§ **Task instructions**:
Repeat the entries exactly, and do not carry the pictures over.

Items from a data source
——
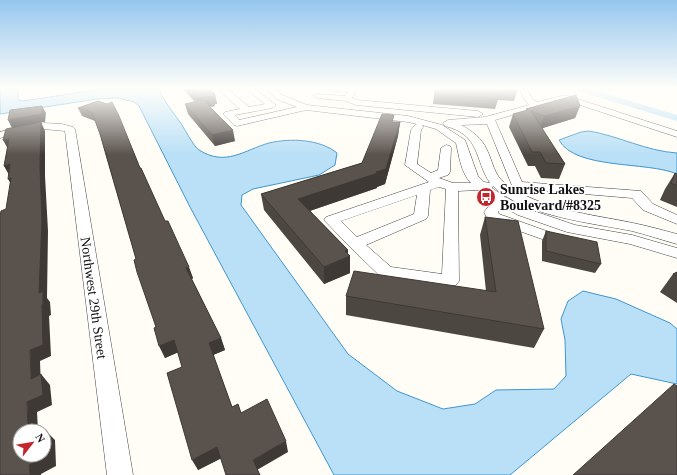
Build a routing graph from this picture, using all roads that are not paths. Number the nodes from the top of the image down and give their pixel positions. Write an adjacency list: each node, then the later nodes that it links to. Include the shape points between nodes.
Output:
1 (241, 111): 2 (street, via 228,114 237,123)
2 (291, 111)
3 (362, 111): 9 (street)
4 (452, 111): 7 (street, via 482,114)
5 (516, 111): 7 (street)
6 (608, 111): 11 (street)
7 (488, 119): 10 (street); 15 (street)
8 (366, 120): 9 (street)
9 (424, 122): 10 (street); 14 (street, via 416,130 411,165)
10 (444, 126): 16 (street, via 461,142 473,178); 17 (street, via 466,132 479,144 487,169)
11 (677, 134)
12 (0, 135): 23 (street, Northwest 29th Street, via 49,126 70,129)
13 (446, 148): 14 (street, via 444,172)
14 (436, 184): 16 (street); 21 (street, via 421,216); 21 (street, via 331,220); 21 (street, via 450,281 386,272)
15 (517, 185): 17 (street); 18 (street, via 636,194 648,207)
16 (481, 186): 17 (street)
17 (500, 192): 19 (street, via 491,212 493,217); 20 (street, via 558,212); 22 (street, via 523,212 572,229 632,240)
18 (677, 220)
19 (547, 236)
20 (677, 239)
21 (355, 244)
22 (677, 253)
23 (120, 475)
——
§ **Solution for this exercise**:
Build a routing graph from this picture, using all roads that are not paths. Number the nodes from the top of the image down and give their pixel positions. Write an adjacency list: each node, then the later nodes that it links to. Include the shape points between nodes.
Output:
1 (241, 111): 2 (street, via 228,114 237,123)
2 (291, 111)
3 (362, 111): 9 (street)
4 (452, 111): 7 (street, via 482,114)
5 (516, 111): 7 (street)
6 (608, 111): 11 (street)
7 (488, 119): 10 (street); 15 (street)
8 (366, 120): 9 (street)
9 (424, 122): 10 (street); 14 (street, via 416,130 411,165)
10 (444, 126): 16 (street, via 461,142 473,178); 17 (street, via 466,132 479,144 487,169)
11 (677, 134)
12 (0, 135): 23 (street, Northwest 29th Street, via 49,126 70,129)
13 (446, 148): 14 (street, via 444,172)
14 (436, 184): 16 (street); 21 (street, via 421,216); 21 (street, via 331,220); 21 (street, via 450,281 386,272)
15 (517, 185): 17 (street); 18 (street, via 636,194 648,207)
16 (481, 186): 17 (street)
17 (500, 192): 19 (street, via 491,212 493,217); 20 (street, via 558,212); 22 (street, via 523,212 572,229 632,240)
18 (677, 220)
19 (547, 236)
20 (677, 239)
21 (355, 244)
22 (677, 253)
23 (120, 475)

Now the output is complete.